**ENTRIES SUPPLIED**
━━━━━━━━
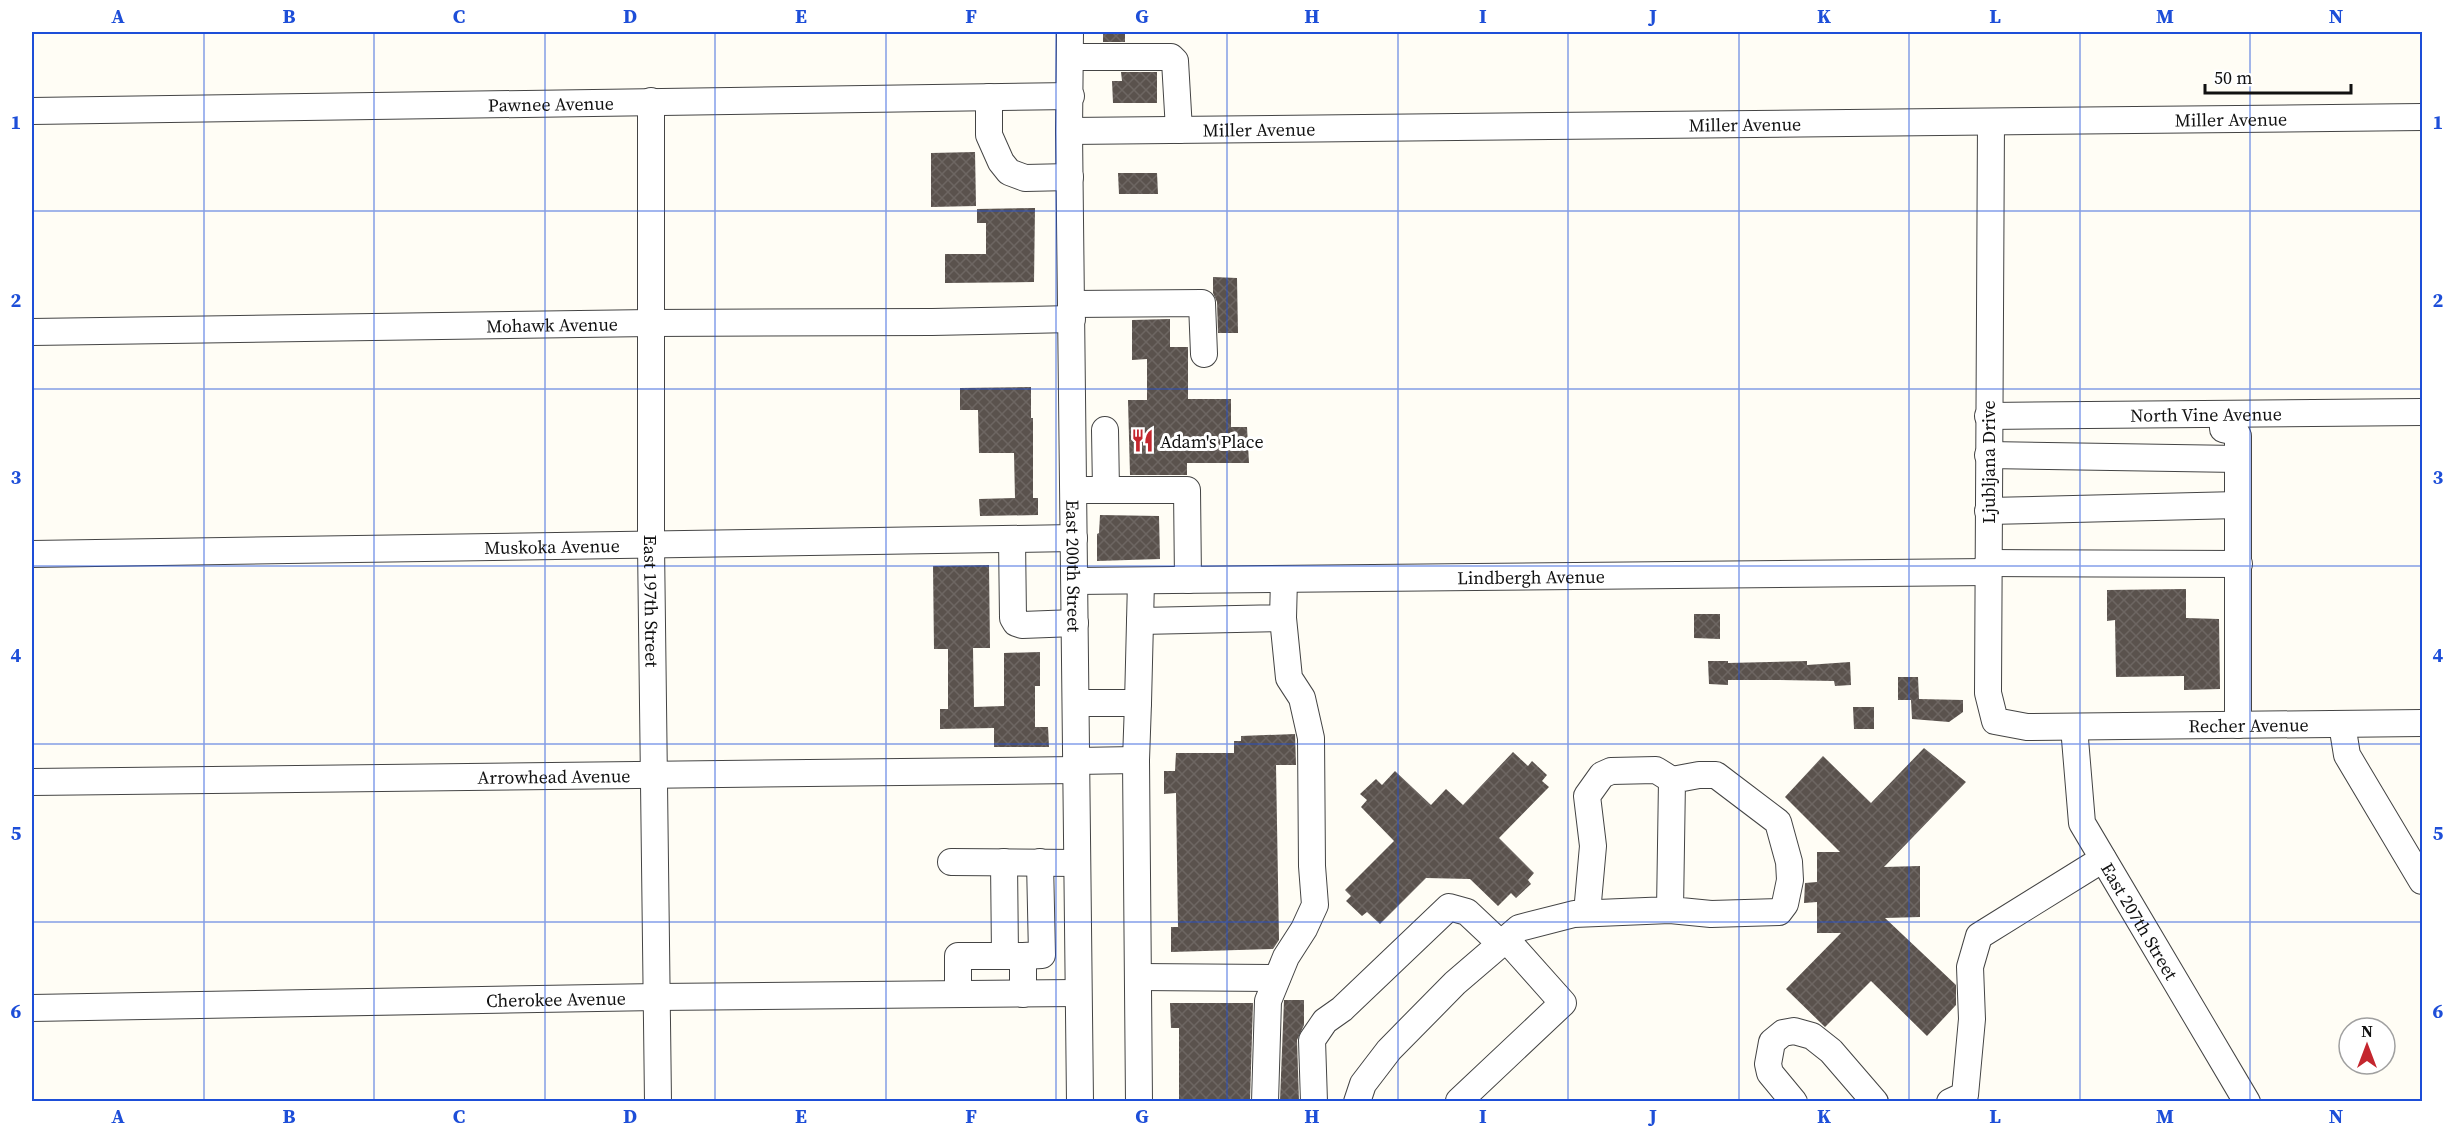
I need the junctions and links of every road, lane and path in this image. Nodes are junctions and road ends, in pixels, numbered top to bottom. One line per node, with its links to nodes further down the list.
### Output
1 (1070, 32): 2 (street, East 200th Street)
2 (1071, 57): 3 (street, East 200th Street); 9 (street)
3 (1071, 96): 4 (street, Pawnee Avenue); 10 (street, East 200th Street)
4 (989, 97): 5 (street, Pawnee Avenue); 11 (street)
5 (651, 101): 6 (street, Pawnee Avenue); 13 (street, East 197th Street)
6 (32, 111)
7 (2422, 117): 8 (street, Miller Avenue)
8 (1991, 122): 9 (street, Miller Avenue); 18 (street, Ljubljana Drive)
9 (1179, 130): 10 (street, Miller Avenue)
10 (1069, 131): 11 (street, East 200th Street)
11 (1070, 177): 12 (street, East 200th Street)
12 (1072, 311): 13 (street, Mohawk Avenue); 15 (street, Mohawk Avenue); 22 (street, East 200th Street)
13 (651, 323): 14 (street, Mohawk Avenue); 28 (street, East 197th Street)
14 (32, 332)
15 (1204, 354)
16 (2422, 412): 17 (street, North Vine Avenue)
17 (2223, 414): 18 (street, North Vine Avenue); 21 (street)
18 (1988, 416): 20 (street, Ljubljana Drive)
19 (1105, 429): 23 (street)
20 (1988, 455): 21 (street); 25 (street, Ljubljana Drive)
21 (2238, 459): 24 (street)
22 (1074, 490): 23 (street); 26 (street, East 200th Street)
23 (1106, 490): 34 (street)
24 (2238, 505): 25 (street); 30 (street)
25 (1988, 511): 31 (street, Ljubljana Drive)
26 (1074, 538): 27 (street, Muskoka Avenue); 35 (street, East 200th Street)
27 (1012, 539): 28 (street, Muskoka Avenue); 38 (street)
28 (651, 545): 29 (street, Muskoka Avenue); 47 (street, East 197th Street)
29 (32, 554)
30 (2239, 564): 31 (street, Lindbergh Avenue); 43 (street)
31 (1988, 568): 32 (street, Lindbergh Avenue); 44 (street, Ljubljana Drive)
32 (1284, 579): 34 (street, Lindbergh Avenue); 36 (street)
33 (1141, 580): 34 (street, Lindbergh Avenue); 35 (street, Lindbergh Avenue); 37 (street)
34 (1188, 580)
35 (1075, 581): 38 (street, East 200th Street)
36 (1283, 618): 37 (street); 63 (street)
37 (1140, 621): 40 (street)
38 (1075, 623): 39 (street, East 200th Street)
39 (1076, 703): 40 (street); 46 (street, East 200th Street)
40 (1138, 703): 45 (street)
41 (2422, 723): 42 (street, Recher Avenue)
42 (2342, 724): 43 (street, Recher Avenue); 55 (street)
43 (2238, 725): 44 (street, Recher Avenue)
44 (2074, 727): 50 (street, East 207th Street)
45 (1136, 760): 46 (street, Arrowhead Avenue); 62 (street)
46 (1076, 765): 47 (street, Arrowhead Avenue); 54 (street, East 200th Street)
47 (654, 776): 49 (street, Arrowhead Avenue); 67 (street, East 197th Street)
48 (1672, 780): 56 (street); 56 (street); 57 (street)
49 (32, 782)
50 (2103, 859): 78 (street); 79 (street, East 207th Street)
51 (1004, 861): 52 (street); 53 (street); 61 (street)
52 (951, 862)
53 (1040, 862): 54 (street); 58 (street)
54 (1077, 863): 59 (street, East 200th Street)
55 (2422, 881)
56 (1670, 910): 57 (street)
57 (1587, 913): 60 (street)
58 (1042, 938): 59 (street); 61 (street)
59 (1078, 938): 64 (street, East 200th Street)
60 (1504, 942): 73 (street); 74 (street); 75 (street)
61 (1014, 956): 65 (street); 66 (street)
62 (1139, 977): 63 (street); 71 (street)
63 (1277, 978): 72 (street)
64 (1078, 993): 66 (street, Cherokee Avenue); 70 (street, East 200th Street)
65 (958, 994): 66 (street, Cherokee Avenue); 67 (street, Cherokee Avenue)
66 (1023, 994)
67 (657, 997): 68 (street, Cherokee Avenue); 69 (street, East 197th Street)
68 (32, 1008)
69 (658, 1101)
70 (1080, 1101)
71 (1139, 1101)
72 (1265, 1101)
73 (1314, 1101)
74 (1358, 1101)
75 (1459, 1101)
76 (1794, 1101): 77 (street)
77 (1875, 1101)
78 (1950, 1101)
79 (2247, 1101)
━━━━━━━━
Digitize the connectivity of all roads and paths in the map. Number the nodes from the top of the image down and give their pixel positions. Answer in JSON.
━━━━━━━━
**PROBLEM DETAILS**
From the records above, pull out every line containing the word "image".

**OUTPUT OF THE EXERCISE**
I need the junctions and links of every road, lane and path in this image. Nodes are junctions and road ends, in pixels, numbered top to bottom. One line per node, with its links to nodes further down the list.
Digitize the connectivity of all roads and paths in the map. Number the nodes from the top of the image down and give their pixel positions. Answer in JSON.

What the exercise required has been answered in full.